» **TASK BRIEF**:
From first line to last, give the records again word for word and omit the pictures.

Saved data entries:
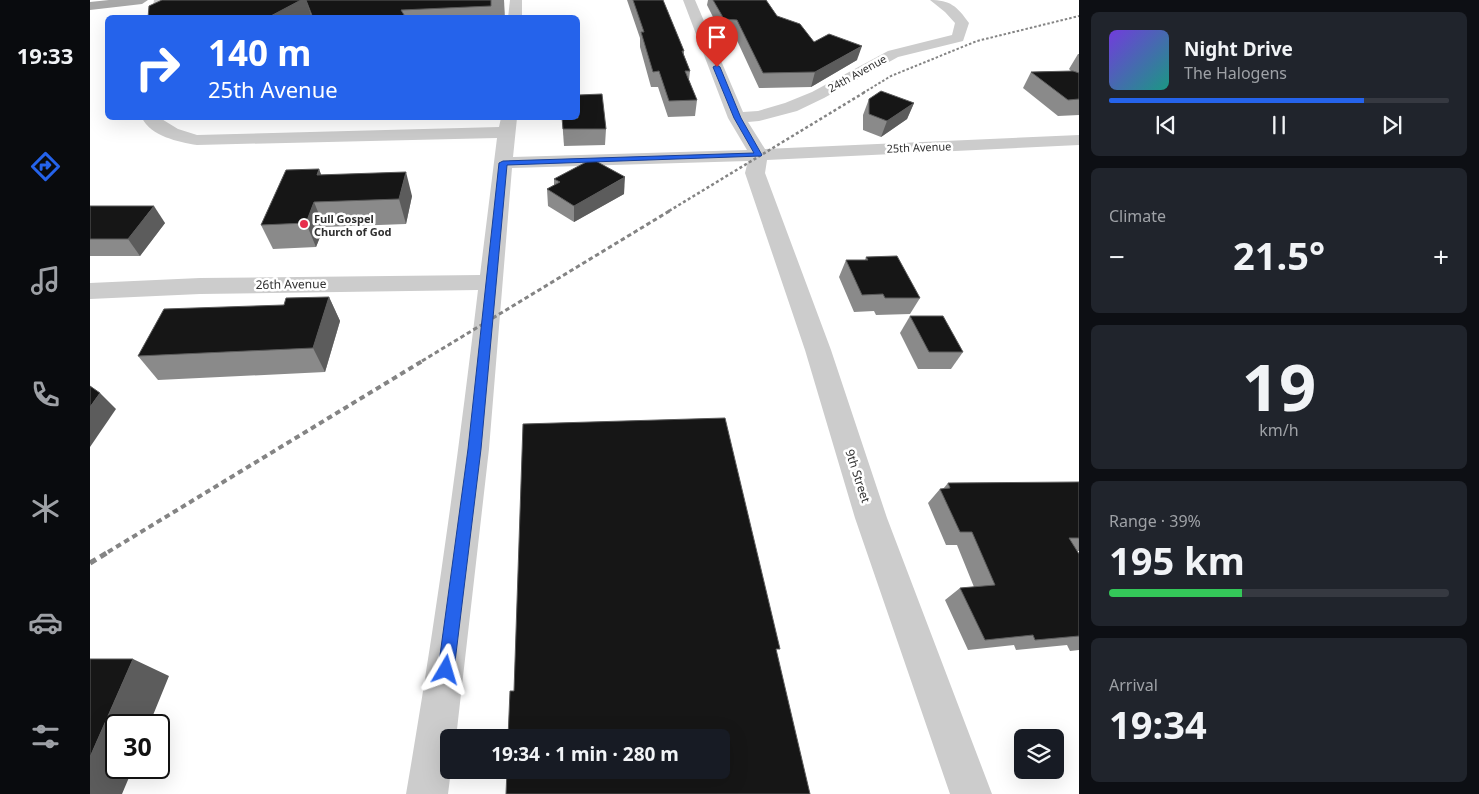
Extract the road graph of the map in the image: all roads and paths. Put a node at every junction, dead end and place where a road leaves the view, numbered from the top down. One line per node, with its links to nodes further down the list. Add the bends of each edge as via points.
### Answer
1 (142, 0): 6 (main road)
2 (160, 0): 7 (street)
3 (516, 0): 8 (street)
4 (689, 0): 9 (street)
5 (936, 0): 9 (street, 24th Avenue, via 950,9 962,23 958,38 893,54 791,107)
6 (90, 6)
7 (158, 15)
8 (515, 15)
9 (737, 118): 13 (street)
10 (152, 120): 11 (street, via 176,136 197,140)
11 (508, 125): 14 (street)
12 (1079, 140): 13 (street, 25th Avenue)
13 (759, 155): 14 (street, 25th Avenue); 18 (street, 9th Street, via 755,173 768,215 818,350 871,518)
14 (503, 163): 15 (street)
15 (492, 282): 16 (street, 26th Avenue); 17 (street, via 446,670)
16 (90, 291)
17 (427, 794)
18 (971, 794)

» **RESULT FOR THIS EXERCISE**:
Extract the road graph of the map in the image: all roads and paths. Put a node at every junction, dead end and place where a road leaves the view, numbered from the top down. One line per node, with its links to nodes further down the list. Add the bends of each edge as via points.
### Answer
1 (142, 0): 6 (main road)
2 (160, 0): 7 (street)
3 (516, 0): 8 (street)
4 (689, 0): 9 (street)
5 (936, 0): 9 (street, 24th Avenue, via 950,9 962,23 958,38 893,54 791,107)
6 (90, 6)
7 (158, 15)
8 (515, 15)
9 (737, 118): 13 (street)
10 (152, 120): 11 (street, via 176,136 197,140)
11 (508, 125): 14 (street)
12 (1079, 140): 13 (street, 25th Avenue)
13 (759, 155): 14 (street, 25th Avenue); 18 (street, 9th Street, via 755,173 768,215 818,350 871,518)
14 (503, 163): 15 (street)
15 (492, 282): 16 (street, 26th Avenue); 17 (street, via 446,670)
16 (90, 291)
17 (427, 794)
18 (971, 794)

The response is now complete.